# Given entries:

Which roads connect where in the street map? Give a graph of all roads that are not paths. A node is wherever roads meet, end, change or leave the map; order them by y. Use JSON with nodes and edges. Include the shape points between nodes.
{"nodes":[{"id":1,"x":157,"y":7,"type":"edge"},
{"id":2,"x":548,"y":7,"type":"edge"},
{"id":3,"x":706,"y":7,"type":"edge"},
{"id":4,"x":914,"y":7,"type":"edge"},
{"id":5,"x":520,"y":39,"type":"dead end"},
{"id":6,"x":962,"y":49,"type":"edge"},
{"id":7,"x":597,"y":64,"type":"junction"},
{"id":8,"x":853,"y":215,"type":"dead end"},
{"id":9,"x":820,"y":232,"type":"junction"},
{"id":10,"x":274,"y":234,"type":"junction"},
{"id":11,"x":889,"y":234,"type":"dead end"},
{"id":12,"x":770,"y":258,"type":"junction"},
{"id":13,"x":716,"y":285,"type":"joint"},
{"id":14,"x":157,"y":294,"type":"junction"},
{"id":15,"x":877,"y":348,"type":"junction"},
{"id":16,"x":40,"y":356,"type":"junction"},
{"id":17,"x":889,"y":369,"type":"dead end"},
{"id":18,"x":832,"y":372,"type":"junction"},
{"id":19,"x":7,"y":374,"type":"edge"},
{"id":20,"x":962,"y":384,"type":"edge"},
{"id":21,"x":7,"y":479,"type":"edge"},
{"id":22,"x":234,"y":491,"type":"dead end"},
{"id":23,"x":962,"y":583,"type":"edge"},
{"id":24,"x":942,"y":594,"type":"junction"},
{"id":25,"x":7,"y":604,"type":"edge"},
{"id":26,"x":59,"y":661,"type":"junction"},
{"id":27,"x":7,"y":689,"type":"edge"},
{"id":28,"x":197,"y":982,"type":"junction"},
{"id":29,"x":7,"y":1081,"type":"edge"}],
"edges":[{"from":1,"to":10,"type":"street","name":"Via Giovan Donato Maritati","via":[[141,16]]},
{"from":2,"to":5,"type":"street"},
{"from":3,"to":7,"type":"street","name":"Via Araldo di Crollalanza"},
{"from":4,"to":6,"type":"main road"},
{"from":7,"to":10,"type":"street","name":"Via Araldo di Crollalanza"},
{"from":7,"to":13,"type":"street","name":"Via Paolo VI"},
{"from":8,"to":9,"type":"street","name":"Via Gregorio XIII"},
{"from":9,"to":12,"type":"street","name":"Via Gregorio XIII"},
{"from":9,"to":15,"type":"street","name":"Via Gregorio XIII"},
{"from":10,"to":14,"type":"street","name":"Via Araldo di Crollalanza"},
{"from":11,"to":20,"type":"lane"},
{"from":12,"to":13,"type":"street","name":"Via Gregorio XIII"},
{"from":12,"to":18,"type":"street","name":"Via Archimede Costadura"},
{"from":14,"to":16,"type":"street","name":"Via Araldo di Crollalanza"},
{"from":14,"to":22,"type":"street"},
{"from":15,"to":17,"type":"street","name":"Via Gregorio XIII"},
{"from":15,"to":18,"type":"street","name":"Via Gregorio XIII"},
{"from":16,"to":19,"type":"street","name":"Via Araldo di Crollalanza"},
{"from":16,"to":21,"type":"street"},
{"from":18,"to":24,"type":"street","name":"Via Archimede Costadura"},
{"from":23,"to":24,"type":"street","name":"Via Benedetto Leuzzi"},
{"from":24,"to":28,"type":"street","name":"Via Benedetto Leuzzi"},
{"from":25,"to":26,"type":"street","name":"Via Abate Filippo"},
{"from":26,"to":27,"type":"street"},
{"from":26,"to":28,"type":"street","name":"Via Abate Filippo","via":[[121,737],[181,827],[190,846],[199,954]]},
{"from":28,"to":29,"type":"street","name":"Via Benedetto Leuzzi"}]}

# Exercise:
Produce a faithful copy of all the material above.

# Worked solution:
Which roads connect where in the street map? Give a graph of all roads that are not paths. A node is wherever roads meet, end, change or leave the map; order them by y. Use JSON with nodes and edges. Include the shape points between nodes.
{"nodes":[{"id":1,"x":157,"y":7,"type":"edge"},
{"id":2,"x":548,"y":7,"type":"edge"},
{"id":3,"x":706,"y":7,"type":"edge"},
{"id":4,"x":914,"y":7,"type":"edge"},
{"id":5,"x":520,"y":39,"type":"dead end"},
{"id":6,"x":962,"y":49,"type":"edge"},
{"id":7,"x":597,"y":64,"type":"junction"},
{"id":8,"x":853,"y":215,"type":"dead end"},
{"id":9,"x":820,"y":232,"type":"junction"},
{"id":10,"x":274,"y":234,"type":"junction"},
{"id":11,"x":889,"y":234,"type":"dead end"},
{"id":12,"x":770,"y":258,"type":"junction"},
{"id":13,"x":716,"y":285,"type":"joint"},
{"id":14,"x":157,"y":294,"type":"junction"},
{"id":15,"x":877,"y":348,"type":"junction"},
{"id":16,"x":40,"y":356,"type":"junction"},
{"id":17,"x":889,"y":369,"type":"dead end"},
{"id":18,"x":832,"y":372,"type":"junction"},
{"id":19,"x":7,"y":374,"type":"edge"},
{"id":20,"x":962,"y":384,"type":"edge"},
{"id":21,"x":7,"y":479,"type":"edge"},
{"id":22,"x":234,"y":491,"type":"dead end"},
{"id":23,"x":962,"y":583,"type":"edge"},
{"id":24,"x":942,"y":594,"type":"junction"},
{"id":25,"x":7,"y":604,"type":"edge"},
{"id":26,"x":59,"y":661,"type":"junction"},
{"id":27,"x":7,"y":689,"type":"edge"},
{"id":28,"x":197,"y":982,"type":"junction"},
{"id":29,"x":7,"y":1081,"type":"edge"}],
"edges":[{"from":1,"to":10,"type":"street","name":"Via Giovan Donato Maritati","via":[[141,16]]},
{"from":2,"to":5,"type":"street"},
{"from":3,"to":7,"type":"street","name":"Via Araldo di Crollalanza"},
{"from":4,"to":6,"type":"main road"},
{"from":7,"to":10,"type":"street","name":"Via Araldo di Crollalanza"},
{"from":7,"to":13,"type":"street","name":"Via Paolo VI"},
{"from":8,"to":9,"type":"street","name":"Via Gregorio XIII"},
{"from":9,"to":12,"type":"street","name":"Via Gregorio XIII"},
{"from":9,"to":15,"type":"street","name":"Via Gregorio XIII"},
{"from":10,"to":14,"type":"street","name":"Via Araldo di Crollalanza"},
{"from":11,"to":20,"type":"lane"},
{"from":12,"to":13,"type":"street","name":"Via Gregorio XIII"},
{"from":12,"to":18,"type":"street","name":"Via Archimede Costadura"},
{"from":14,"to":16,"type":"street","name":"Via Araldo di Crollalanza"},
{"from":14,"to":22,"type":"street"},
{"from":15,"to":17,"type":"street","name":"Via Gregorio XIII"},
{"from":15,"to":18,"type":"street","name":"Via Gregorio XIII"},
{"from":16,"to":19,"type":"street","name":"Via Araldo di Crollalanza"},
{"from":16,"to":21,"type":"street"},
{"from":18,"to":24,"type":"street","name":"Via Archimede Costadura"},
{"from":23,"to":24,"type":"street","name":"Via Benedetto Leuzzi"},
{"from":24,"to":28,"type":"street","name":"Via Benedetto Leuzzi"},
{"from":25,"to":26,"type":"street","name":"Via Abate Filippo"},
{"from":26,"to":27,"type":"street"},
{"from":26,"to":28,"type":"street","name":"Via Abate Filippo","via":[[121,737],[181,827],[190,846],[199,954]]},
{"from":28,"to":29,"type":"street","name":"Via Benedetto Leuzzi"}]}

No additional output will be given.